Солнечный свет — это горячая кровь природы. Какими тусклыми, какими безжизненными глазами смотрит на нас мать-земля, когда солнечный свет покидает ее и гаснет! Нам тогда тоскливо с нею: она как будто не узнает и не любит нас. Она подобна женщине, потерявшей любимого мужа: дети трогают ее за руки, заглядывают ей в глаза и не могут добиться от нее даже улыбки!
Целый день мы гребли под дождем, — что за унылое занятие! Сперва мы делали вид, что страшно рады. Мы говорили, что любим разнообразие и что нам интересно познакомиться с Темзой во всех ее обличьях. Мы говорили, что совсем не рассчитывали на неизменно ясную погоду, да и не желали ее. Мы уверяли друг друга, что природа, прекрасна и в слезах.
Первые несколько часов мы с Гаррисом были просто в восторге от этой погоды. Мы даже затянули песню о прелестях цыганской жизни, открытой солнцу, и грозам, и ветру, и еще о том, как цыган радуется дождю, как наслаждается им и как смеется над всеми, кто не любит дождя.
Джордж относился к нашим забавам весьма сдержанно и не расставался с зонтиком.
Перед завтраком мы натянули брезент, оставив открытым лишь маленький кусочек на носу, чтобы можно было орудовать веслом и обозревать окрестности; так мы и плыли до самого вечера.

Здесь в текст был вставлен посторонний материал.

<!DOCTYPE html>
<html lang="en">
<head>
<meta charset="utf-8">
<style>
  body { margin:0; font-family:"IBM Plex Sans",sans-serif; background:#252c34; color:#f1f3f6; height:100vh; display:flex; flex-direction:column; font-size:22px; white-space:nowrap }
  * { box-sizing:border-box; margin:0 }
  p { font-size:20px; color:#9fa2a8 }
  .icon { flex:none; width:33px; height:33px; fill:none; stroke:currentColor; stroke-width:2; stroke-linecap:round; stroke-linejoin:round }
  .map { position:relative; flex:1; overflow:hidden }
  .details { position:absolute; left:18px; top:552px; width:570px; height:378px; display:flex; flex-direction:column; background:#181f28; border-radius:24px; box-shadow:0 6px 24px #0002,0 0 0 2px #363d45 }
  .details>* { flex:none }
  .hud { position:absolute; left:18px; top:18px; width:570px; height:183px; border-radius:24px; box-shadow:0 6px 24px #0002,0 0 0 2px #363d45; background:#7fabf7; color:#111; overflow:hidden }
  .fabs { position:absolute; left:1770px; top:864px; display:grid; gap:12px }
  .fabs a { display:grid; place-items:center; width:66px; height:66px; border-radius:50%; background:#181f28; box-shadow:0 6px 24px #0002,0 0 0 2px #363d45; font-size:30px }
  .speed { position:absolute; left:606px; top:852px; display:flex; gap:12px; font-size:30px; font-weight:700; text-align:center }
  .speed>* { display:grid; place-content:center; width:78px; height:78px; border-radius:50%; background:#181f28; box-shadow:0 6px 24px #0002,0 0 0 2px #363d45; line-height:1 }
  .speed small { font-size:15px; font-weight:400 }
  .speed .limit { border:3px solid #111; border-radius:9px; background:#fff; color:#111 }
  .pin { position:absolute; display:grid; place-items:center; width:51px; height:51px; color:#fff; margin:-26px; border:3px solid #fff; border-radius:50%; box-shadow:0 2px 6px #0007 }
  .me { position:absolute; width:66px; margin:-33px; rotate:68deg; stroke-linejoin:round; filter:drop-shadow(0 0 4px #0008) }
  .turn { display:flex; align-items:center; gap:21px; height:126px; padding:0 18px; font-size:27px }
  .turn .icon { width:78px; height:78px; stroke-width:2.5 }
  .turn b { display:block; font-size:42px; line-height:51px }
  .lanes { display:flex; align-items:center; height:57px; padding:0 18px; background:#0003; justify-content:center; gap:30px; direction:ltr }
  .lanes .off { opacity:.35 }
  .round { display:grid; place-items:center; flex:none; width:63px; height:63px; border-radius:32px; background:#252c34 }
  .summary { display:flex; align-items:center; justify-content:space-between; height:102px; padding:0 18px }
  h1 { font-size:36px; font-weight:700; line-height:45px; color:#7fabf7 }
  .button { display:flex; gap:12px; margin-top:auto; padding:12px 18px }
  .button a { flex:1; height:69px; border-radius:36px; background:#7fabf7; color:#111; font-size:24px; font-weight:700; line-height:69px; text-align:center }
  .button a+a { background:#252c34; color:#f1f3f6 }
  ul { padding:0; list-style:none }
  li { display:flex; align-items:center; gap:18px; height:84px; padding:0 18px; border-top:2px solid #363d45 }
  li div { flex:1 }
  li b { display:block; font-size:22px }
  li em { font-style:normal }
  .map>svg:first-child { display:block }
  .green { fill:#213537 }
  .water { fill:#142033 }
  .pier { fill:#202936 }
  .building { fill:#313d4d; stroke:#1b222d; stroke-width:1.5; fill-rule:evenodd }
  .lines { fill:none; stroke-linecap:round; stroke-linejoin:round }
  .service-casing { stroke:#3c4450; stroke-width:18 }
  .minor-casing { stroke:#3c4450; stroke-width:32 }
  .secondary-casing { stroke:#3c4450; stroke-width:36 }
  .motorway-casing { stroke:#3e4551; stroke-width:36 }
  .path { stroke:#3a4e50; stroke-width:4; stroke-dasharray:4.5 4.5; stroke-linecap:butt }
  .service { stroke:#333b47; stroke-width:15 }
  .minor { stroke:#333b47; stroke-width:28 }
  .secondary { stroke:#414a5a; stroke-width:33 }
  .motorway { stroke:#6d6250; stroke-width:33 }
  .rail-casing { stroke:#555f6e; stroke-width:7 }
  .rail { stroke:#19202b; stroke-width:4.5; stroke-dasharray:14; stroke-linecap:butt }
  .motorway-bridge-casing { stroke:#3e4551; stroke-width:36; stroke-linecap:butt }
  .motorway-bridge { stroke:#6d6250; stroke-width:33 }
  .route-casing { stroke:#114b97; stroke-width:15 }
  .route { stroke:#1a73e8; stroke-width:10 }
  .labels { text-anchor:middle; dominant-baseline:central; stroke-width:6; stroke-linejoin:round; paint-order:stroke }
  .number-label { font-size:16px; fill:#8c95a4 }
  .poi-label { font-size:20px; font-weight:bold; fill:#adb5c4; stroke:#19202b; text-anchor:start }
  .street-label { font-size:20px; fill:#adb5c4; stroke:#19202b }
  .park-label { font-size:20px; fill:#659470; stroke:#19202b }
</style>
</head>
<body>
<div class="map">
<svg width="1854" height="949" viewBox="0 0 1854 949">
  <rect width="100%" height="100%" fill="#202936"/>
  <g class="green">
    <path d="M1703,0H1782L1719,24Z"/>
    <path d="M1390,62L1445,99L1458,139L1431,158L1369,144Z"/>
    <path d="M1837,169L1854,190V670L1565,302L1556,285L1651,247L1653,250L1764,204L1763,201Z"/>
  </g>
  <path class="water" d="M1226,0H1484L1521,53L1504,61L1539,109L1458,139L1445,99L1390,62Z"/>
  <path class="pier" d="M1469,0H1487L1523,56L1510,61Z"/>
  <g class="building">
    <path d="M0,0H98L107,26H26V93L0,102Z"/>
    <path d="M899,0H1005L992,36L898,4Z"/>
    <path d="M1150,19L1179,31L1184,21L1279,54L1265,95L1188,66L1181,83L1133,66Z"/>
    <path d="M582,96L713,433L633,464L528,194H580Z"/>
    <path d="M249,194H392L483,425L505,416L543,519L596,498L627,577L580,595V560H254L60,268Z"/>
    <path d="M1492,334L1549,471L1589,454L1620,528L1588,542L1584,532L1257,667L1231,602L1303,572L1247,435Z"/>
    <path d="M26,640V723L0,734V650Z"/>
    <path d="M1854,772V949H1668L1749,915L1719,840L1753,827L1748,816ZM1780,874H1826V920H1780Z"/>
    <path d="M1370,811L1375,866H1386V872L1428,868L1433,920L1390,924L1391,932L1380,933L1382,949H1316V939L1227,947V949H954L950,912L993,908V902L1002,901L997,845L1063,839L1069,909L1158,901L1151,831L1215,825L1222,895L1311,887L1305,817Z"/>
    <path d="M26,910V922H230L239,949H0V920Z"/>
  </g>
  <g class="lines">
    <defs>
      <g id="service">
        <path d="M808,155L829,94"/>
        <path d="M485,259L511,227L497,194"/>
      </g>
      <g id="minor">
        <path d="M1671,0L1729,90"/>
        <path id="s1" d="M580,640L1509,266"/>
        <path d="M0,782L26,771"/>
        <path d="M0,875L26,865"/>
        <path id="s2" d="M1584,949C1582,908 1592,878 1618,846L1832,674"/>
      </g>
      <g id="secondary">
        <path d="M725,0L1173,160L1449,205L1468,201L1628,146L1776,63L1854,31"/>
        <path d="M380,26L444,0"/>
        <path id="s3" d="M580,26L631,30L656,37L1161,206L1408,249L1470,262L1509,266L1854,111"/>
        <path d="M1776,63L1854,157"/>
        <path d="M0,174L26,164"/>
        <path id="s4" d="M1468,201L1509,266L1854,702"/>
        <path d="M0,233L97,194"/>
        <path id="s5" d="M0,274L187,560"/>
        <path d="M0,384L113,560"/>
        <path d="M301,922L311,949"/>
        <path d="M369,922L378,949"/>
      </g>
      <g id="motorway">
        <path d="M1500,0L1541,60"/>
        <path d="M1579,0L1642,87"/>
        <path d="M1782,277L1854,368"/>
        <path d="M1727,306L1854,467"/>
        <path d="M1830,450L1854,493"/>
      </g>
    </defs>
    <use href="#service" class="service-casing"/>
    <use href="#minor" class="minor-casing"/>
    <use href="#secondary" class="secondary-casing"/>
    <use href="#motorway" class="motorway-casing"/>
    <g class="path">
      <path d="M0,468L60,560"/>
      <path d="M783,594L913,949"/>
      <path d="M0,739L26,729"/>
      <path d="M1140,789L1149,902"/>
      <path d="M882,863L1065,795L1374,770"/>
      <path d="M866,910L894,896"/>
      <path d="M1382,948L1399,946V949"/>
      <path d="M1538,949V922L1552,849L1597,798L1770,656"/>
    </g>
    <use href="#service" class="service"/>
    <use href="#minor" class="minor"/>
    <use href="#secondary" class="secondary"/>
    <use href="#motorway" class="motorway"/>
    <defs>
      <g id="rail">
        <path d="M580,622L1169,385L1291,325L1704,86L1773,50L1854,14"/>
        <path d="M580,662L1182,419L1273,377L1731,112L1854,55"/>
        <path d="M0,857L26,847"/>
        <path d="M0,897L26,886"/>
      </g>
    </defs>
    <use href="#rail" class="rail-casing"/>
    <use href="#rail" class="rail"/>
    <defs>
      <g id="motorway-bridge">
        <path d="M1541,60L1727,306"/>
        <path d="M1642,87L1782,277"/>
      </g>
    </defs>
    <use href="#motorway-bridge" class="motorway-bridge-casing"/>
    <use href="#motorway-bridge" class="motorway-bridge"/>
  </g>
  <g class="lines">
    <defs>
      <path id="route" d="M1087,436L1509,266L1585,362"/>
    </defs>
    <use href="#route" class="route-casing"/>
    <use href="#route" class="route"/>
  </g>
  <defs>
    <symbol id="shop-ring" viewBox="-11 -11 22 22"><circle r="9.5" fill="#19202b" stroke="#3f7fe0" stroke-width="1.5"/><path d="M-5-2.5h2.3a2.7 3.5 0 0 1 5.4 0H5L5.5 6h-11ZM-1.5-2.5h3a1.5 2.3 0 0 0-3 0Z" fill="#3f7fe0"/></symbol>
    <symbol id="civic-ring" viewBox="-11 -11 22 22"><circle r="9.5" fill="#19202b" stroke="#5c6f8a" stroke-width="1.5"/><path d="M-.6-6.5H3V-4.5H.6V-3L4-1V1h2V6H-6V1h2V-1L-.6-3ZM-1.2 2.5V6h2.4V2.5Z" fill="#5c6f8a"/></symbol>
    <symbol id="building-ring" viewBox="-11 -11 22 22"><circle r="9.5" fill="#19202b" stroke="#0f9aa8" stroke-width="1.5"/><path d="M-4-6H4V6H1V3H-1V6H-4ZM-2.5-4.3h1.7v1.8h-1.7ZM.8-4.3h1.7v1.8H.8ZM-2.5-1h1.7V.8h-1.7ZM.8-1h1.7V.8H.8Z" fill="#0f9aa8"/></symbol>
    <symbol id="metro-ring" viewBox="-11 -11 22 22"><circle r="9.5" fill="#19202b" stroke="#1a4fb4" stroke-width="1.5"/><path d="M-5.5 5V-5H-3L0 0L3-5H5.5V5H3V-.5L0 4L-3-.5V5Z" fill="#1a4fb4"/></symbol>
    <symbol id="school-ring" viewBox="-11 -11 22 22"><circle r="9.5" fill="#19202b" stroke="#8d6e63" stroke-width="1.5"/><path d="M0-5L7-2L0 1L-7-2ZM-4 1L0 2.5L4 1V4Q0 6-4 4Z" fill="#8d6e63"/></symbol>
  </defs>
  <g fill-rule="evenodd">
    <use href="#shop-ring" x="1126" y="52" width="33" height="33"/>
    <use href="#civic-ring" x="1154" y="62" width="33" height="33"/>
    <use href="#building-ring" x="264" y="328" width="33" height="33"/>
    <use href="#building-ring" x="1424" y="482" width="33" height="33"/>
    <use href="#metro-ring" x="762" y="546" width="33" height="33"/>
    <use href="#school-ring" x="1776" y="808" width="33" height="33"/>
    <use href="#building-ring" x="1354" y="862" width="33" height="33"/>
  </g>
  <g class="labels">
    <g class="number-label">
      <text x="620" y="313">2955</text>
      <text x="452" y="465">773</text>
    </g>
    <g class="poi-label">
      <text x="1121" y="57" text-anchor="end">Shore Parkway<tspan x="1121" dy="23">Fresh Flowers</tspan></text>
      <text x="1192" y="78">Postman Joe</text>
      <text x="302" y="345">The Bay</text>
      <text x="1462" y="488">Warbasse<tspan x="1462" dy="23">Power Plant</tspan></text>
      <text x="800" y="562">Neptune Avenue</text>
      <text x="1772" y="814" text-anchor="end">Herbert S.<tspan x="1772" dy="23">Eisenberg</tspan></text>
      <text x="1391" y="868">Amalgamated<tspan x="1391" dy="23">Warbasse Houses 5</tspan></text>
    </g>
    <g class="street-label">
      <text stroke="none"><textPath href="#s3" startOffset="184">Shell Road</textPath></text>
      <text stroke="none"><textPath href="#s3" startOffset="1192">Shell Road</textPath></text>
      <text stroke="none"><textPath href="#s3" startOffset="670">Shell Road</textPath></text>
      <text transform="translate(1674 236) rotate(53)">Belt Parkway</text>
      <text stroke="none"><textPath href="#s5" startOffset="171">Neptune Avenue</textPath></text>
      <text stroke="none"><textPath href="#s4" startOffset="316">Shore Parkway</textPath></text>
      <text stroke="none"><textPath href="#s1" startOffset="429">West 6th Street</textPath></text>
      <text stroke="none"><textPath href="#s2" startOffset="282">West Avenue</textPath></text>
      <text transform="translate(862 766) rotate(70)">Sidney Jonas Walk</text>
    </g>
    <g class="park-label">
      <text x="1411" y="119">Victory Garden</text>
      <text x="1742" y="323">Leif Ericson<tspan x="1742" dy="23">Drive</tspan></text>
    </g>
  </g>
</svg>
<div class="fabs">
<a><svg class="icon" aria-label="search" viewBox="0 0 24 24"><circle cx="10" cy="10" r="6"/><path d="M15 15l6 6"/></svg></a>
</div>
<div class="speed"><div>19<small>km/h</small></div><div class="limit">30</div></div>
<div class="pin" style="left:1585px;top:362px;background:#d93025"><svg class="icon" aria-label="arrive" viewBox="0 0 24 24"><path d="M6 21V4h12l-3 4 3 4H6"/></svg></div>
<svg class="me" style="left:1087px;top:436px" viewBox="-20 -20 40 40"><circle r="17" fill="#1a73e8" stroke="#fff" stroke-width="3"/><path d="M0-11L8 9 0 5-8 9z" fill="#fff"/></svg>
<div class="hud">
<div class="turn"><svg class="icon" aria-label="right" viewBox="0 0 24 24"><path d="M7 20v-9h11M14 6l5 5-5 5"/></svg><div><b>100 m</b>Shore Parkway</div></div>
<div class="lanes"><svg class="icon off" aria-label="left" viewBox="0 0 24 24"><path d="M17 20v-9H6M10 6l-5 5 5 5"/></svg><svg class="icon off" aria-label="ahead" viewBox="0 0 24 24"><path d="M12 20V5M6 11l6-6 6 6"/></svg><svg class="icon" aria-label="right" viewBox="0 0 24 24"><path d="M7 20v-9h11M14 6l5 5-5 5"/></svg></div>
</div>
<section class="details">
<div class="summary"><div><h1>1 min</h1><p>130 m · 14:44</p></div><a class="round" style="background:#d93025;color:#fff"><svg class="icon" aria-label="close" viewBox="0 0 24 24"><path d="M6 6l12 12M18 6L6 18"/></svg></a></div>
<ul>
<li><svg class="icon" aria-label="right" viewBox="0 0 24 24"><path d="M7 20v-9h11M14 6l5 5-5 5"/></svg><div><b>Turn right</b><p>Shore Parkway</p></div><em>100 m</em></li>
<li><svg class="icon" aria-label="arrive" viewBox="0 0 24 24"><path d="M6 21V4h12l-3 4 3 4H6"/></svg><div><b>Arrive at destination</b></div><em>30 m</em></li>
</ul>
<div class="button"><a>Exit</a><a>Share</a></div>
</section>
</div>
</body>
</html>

За день мы прошли девять миль и остановились на ночлег немного ниже Дэйского шлюза.
Врожденная порядочность не позволяет мне утверждать, что мы провели веселый вечер. Дождь лил с непоколебимым упорством. Все наши вещи промокли и слиплись. Ужин оставлял желать лучшего. Когда не чувствуешь голода, холодный пирог с телятиной как-то не лезет в глотку. Мне хотелось котлет и сардин, Гаррис вслух мечтал о рыбе под белым соусом, он отдал остатки своего пирога Монморанси, который от них отказался и, явно оскорбленный таким угощением, перешел на другой конец лодки, где и уселся в полном одиночестве.
Джордж потребовал, чтобы мы прекратили эти разговоры, иначе он подавится холодной отварной говядиной, к которой не было даже горчицы.
После ужина мы вытащили карты и стали играть в наполеон по одному пенни партия. Мы играли добрых полтора часа, после чего выяснилось, что Джордж выиграл четыре пенса — Джорджу всегда везет в картах, — а я и Гаррис проиграли ровно по два пенса.
Тогда мы решили прекратить это азартное занятие. Гаррис сказал, что оно слишком возбуждающе действует на нервную систему, если хватить через край. Джордж предложил было продолжать, чтобы мы могли отыграться, но я и Гаррис решили не вступать в единоборство с судьбой.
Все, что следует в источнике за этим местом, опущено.